Solvates with aromatic solvents are usually characterized by stronger intermolecular interactions than other solvates. In the case of the C60 solvate with benzene, at low temperature the fullerenes exist in two distinct orientations (Bürgi et al., 1994), and although a study has suggested the existence of dynamic molecular disorder at room temperature (He et al., 1997), the comparison between solvates with several distinct aromatic solvents indicates that free rotations of the C60 molecules is generally hindered in these systems (Korobov et al., 1999). This leaves open the possibility of a merohedral dynamic disorder, as in pristine C60 below 260 K. The room-temperature crystal structure of the C60 ⋅2C6H5Br solvate, for example, was refined assuming two molecular orientations of the fullerenes with occupancy factors of 0.71 and 0.29 (Korobov et al., 1998), which suggests the occurrence of ratcheting motions.

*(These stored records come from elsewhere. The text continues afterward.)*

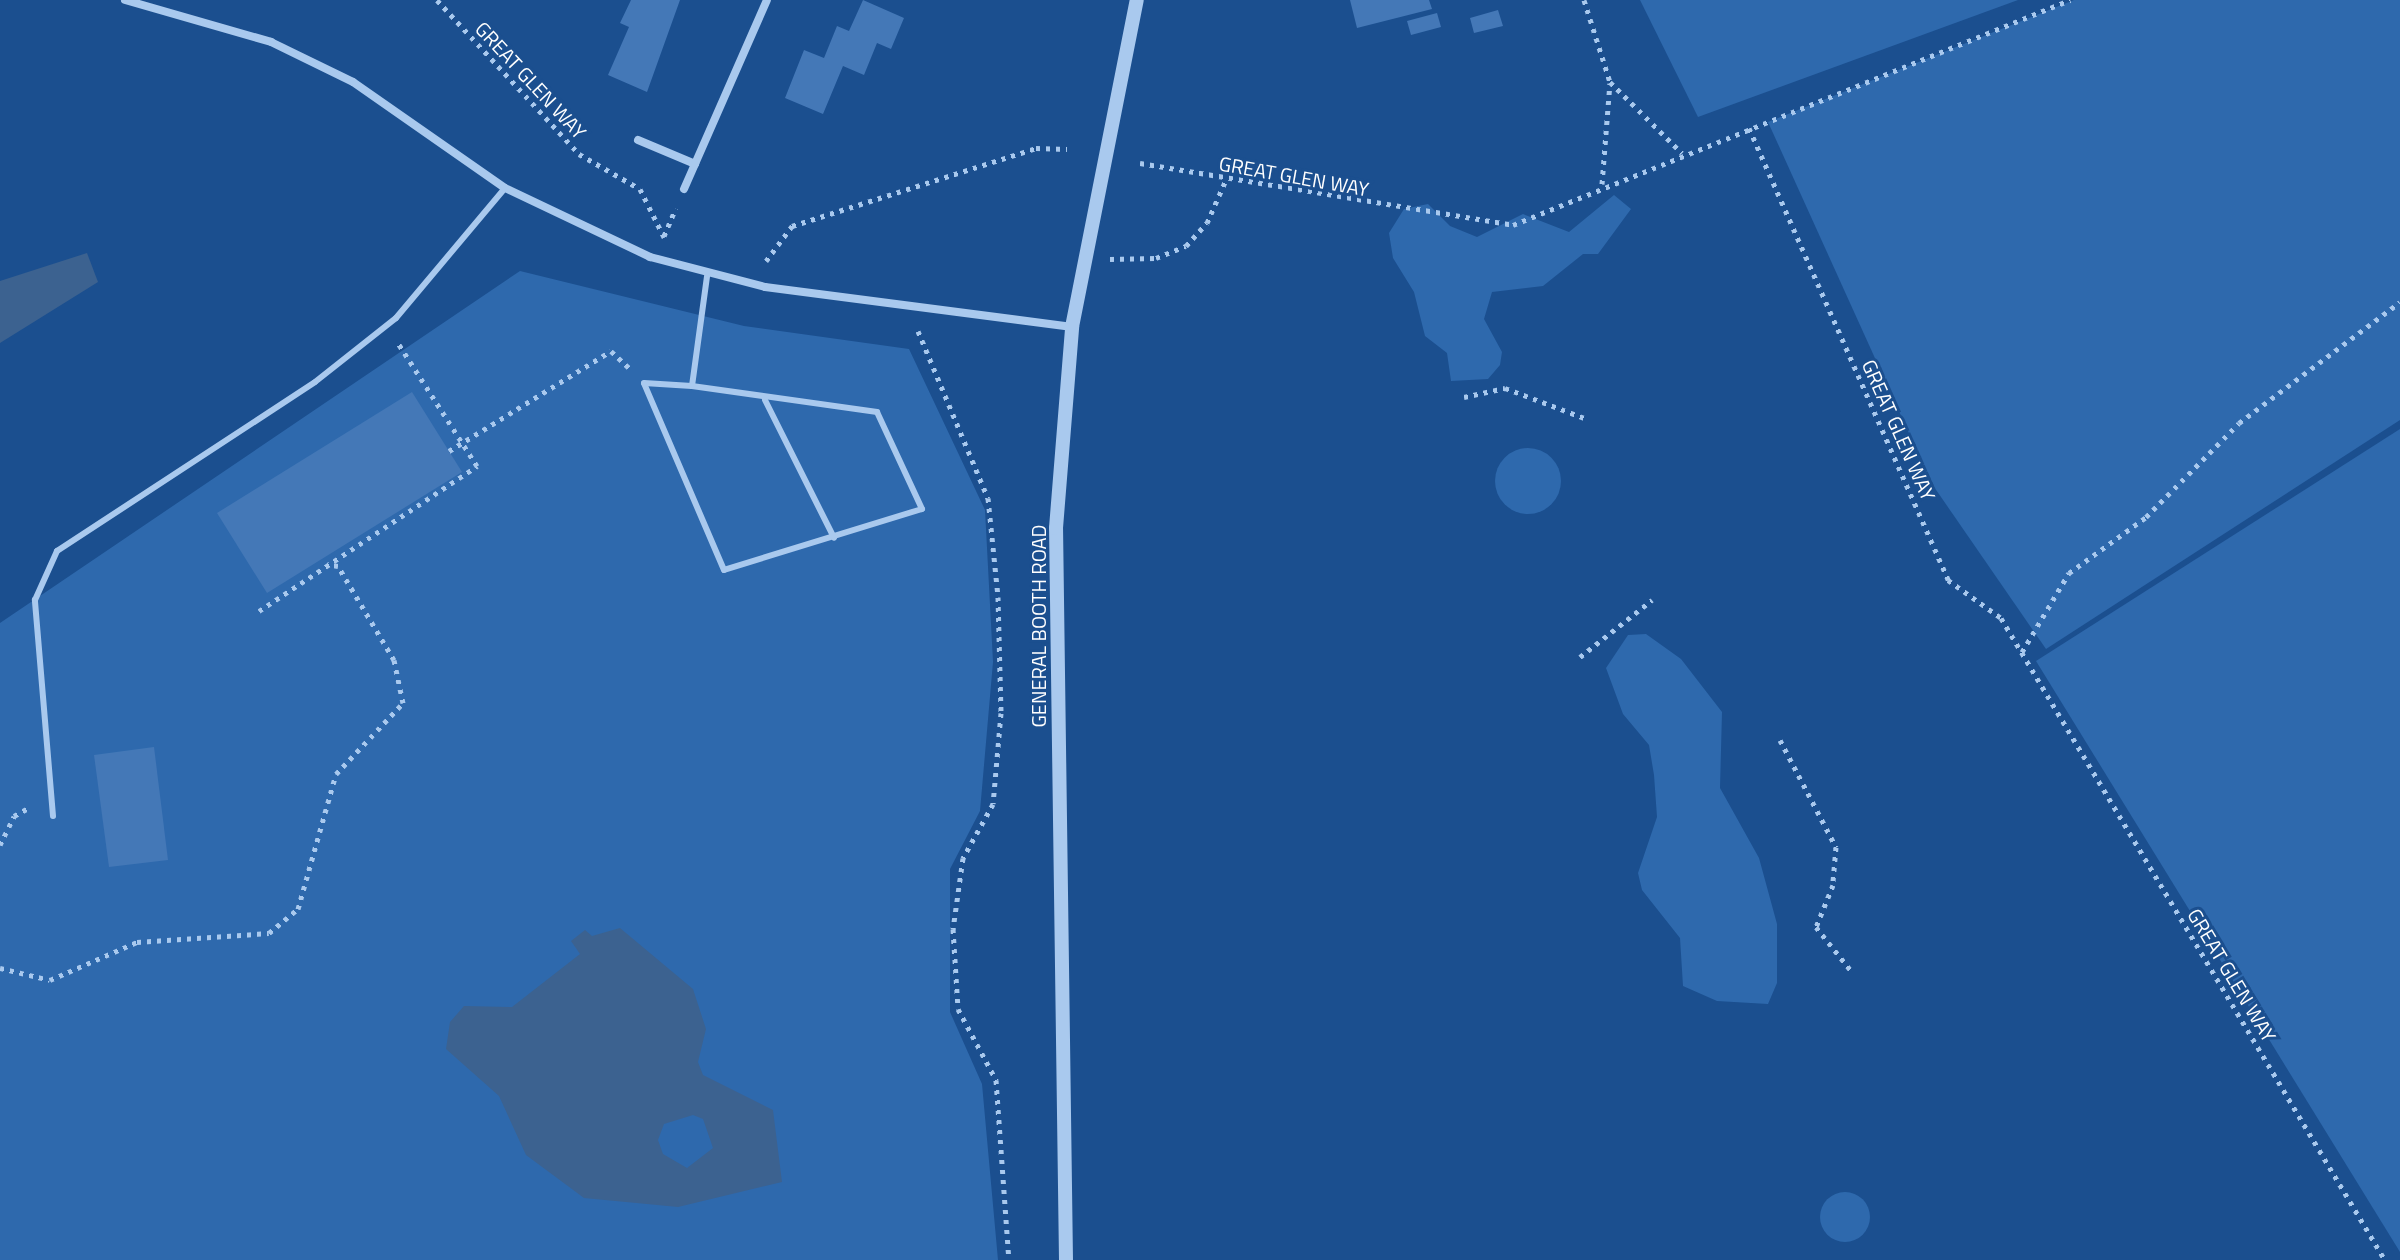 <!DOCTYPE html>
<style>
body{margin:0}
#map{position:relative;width:2400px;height:1260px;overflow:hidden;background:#1b4f8f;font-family:"Titillium Web",sans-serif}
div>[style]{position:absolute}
.green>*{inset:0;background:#2e69ad}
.round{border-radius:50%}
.water>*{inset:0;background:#3c6290}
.building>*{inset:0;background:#4478b7}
.path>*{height:5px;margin-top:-2.5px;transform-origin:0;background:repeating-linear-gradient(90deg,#a9c9ee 0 4px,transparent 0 10px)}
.service>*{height:6px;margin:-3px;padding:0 3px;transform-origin:3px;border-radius:3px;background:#a9c9ee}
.minor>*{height:8px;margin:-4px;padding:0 4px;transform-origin:4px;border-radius:4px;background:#a9c9ee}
.tertiary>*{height:14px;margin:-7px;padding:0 7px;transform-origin:7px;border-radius:7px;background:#a9c9ee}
span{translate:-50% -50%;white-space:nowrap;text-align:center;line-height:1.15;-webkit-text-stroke:6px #1b4f8f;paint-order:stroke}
.street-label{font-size:20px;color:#fff}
</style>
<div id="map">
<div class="green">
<i style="clip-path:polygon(1640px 0,2018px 0,1698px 117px)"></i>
<i style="clip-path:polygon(2074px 0,2400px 0,2400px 420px,2046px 649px,1932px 484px,1768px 122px)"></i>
<i style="clip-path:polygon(1614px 195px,1631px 209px,1598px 254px,1583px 254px,1543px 286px,1492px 292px,1484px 319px,1502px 352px,1500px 365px,1488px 379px,1451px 381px,1447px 353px,1425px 336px,1414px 292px,1393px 258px,1389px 233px,1404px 209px,1428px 204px,1450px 226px,1477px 237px,1523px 214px,1569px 232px)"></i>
<i style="clip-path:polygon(520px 271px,744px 326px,909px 349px,985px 510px,993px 662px,980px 811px,950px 869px,950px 1012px,982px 1084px,998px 1260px,0 1260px,0 623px)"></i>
<i style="clip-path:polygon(2400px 429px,2400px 1252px,2036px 661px)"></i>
<i class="round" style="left:1495px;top:448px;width:66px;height:66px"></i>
<i style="clip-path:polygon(1646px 634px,1681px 659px,1722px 712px,1720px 788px,1759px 858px,1777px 924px,1777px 983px,1768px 1004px,1717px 1001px,1683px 986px,1680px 938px,1642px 890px,1638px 873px,1657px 817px,1654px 775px,1649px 745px,1623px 714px,1606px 668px,1628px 635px)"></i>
<i class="round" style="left:1820px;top:1192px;width:50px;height:50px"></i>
</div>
<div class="water">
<i style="clip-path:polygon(87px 253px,98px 282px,0 343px,0 281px)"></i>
<i style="clip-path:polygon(evenodd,620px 928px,693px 989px,706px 1029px,698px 1062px,703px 1075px,773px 1110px,782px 1182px,678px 1207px,584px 1198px,526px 1155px,499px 1096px,446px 1049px,450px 1022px,464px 1006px,512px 1007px,580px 954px,571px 941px,585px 930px,592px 936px,620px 928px,693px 1115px,703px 1119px,713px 1148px,687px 1168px,663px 1154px,658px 1140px,664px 1124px,693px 1115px)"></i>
</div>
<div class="building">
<i style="clip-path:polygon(631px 0,680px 0,647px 92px,608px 75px,629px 27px,620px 23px)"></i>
<i style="clip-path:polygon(863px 0,904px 18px,891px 49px,877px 43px,864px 75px,843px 66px,823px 114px,785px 98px,804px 50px,824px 58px,837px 26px,849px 31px)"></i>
<i style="clip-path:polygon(1350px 0,1429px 0,1432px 9px,1357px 28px)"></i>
<i style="clip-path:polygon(1498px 10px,1503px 26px,1474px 33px,1470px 18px)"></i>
<i style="clip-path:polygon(1437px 13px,1441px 27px,1411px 35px,1407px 21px)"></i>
<i style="clip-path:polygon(412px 392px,462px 472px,267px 593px,217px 513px)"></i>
<i style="clip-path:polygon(154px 747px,168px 860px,109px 867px,94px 755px)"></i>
</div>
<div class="path">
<i style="left:437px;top:0;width:209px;rotate:47.3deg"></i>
<i style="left:579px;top:154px;width:70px;rotate:29.8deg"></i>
<i style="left:640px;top:189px;width:54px;rotate:63.4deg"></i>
<i style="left:1584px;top:0;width:86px;rotate:72.4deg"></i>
<i style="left:1610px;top:82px;width:101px;rotate:44.6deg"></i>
<i style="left:1749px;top:128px;width:494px;rotate:66.2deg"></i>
<i style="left:1948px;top:580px;width:65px;rotate:35.6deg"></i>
<i style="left:2001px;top:618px;width:748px;rotate:59.12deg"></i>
<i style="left:1140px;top:163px;width:378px;rotate:9.4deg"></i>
<i style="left:1513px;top:225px;width:601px;rotate:-22deg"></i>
<i style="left:1602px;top:184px;width:101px;rotate:-85.5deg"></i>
<i style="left:664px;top:236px;width:30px;rotate:-67deg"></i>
<i style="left:1110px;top:259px;width:46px;rotate:-1.2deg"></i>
<i style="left:1156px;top:258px;width:32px;rotate:-22deg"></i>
<i style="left:1186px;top:246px;width:31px;rotate:-48deg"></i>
<i style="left:1207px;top:223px;width:45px;rotate:-66.3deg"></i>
<i style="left:766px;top:261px;width:44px;rotate:-53.4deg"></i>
<i style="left:792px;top:226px;width:256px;rotate:-17.7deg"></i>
<i style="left:1036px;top:148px;width:31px;rotate:2deg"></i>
<i style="left:918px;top:331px;width:181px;rotate:67.3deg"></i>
<i style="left:988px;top:498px;width:100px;rotate:84.2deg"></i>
<i style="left:998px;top:597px;width:116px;rotate:88.5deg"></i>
<i style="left:1001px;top:713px;width:91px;rotate:95deg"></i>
<i style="left:993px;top:804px;width:62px;rotate:119.1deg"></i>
<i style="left:963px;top:858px;width:72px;rotate:98deg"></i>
<i style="left:953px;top:929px;width:80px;rotate:86.4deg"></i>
<i style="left:958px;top:1009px;width:81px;rotate:61.8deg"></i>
<i style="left:996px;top:1080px;width:180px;rotate:85.9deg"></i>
<i style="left:1464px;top:397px;width:42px;rotate:-12.4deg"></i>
<i style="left:1505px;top:388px;width:88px;rotate:20.7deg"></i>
<i style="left:449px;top:451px;width:190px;rotate:-31.7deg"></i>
<i style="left:611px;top:351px;width:25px;rotate:43deg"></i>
<i style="left:259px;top:611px;width:262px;rotate:-33.6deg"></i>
<i style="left:477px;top:466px;width:146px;rotate:-122.7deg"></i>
<i style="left:2022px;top:652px;width:92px;rotate:-59.3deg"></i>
<i style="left:2069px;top:573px;width:95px;rotate:-36deg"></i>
<i style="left:2146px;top:517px;width:132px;rotate:-45.3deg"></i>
<i style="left:2239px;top:423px;width:201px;rotate:-36.9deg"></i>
<i style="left:1580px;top:657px;width:92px;rotate:-38.4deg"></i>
<i style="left:1780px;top:740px;width:121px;rotate:62.4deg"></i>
<i style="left:1836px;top:847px;width:38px;rotate:95deg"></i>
<i style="left:1833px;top:885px;width:45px;rotate:112deg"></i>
<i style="left:1816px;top:927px;width:58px;rotate:51.3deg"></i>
<i style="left:0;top:845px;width:32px;rotate:-64deg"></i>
<i style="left:14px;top:816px;width:18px;rotate:-29deg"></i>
<i style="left:0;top:968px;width:51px;rotate:13.5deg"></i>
<i style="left:50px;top:980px;width:95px;rotate:-23.6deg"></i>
<i style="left:137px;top:942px;width:132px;rotate:-3.9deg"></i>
<i style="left:269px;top:933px;width:38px;rotate:-40deg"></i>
<i style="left:298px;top:909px;width:140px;rotate:-74.3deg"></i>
<i style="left:336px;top:774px;width:98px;rotate:-46.7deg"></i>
<i style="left:403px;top:703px;width:44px;rotate:-101.8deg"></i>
<i style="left:394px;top:660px;width:109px;rotate:-120.8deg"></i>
<i style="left:338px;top:566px;width:11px;rotate:-170deg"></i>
</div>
<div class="service">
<i style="left:692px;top:386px;width:187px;rotate:8deg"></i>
<i style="left:877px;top:412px;width:107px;rotate:65.1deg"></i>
<i style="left:922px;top:509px;width:207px;rotate:162.9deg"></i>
<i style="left:724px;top:570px;width:203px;rotate:-113.2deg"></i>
<i style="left:644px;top:383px;width:48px;rotate:3.6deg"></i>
<i style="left:692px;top:386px;width:111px;rotate:-82.2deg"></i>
<i style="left:765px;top:400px;width:154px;rotate:63.4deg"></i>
<i style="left:53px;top:816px;width:217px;rotate:-94.8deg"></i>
<i style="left:35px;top:600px;width:54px;rotate:-65.8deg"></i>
<i style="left:57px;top:551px;width:308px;rotate:-33.2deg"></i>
<i style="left:315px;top:382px;width:103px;rotate:-38.3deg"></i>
<i style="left:396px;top:318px;width:170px;rotate:-50deg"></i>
</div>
<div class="minor">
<i style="left:125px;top:0;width:152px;rotate:16deg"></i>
<i style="left:271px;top:42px;width:91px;rotate:26deg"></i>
<i style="left:353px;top:82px;width:185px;rotate:34.9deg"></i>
<i style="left:505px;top:188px;width:161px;rotate:25.4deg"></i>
<i style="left:650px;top:257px;width:119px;rotate:14.6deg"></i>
<i style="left:765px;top:287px;width:310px;rotate:7.4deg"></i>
<i style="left:638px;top:140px;width:62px;rotate:22.8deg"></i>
<i style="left:684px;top:189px;width:206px;rotate:-66.3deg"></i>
</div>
<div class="tertiary">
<i style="left:1066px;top:1260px;width:732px;rotate:-90.78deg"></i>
<i style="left:1056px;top:528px;width:202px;rotate:-85.4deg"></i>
<i style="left:1072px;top:327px;width:333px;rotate:-78.8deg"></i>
</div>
<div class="street-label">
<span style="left:531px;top:80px;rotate:47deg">GREAT GLEN WAY</span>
<span style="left:1294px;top:176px;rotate:10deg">GREAT GLEN WAY</span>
<span style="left:1899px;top:430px;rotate:66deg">GREAT GLEN WAY</span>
<span style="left:1038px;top:626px;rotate:-90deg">GENERAL BOOTH ROAD</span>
<span style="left:2232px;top:975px;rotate:59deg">GREAT GLEN WAY</span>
</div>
</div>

Solvates with halogen-methane or -ethane derivatives generally display orientational disorder of the solvent molecules; this is the case of CBr2Cl2 or CBr2(CH3)2, for example, though not for CBr2H2 (Ye et al., 2016, 2017). Some cocrystals display simultaneous molecular rotations of both component species, as in the case of the C60 solvate with Fe(C5H5)2 (Espeau et al., 2002; Rozen et al., 2004) and as suggested also for the solvates with some methane derivatives (Collins et al., 2000). An example of molecular dynamics of the intercalant species is shown in Figure 1, which show the results of the characterization of the 1:1 C60 solvate with (1,1,2)trichloroethane. The structure of the solvate, as obtained by refinement of X-ray powder diffraction (XRPD) data, is shown in Figure 1A. Figure 1B exhibits the relaxation times of the trichloroethane species, as measured by dielectric spectroscopy; two distinct relaxation times are observed (Mitsari et al., 2016b) (since this technique is sensitive to changes of the electric dipole moment, it can be used to selectively probe the motion of the polar ethane derivatives).
Figure 1
The presence of two distinct relaxation times has been ascribed to the simultaneous presence in the solvate of two distinct (1,1,2)trichloroethane conformers of different chirality and dipole moment, namely gauche and transoid. The slower dynamics is ascribed to the transoid conformer, whose dipole moment is more than twice that of the gauche conformer, leading to a larger induced polarization of the C60 species [which are highly polarizable due to the large number of π electrons (Pederson and Quong, 1992; Macovez et al., 2011)] and thus to a more pronounced electric hindrance against dipolar reorientation.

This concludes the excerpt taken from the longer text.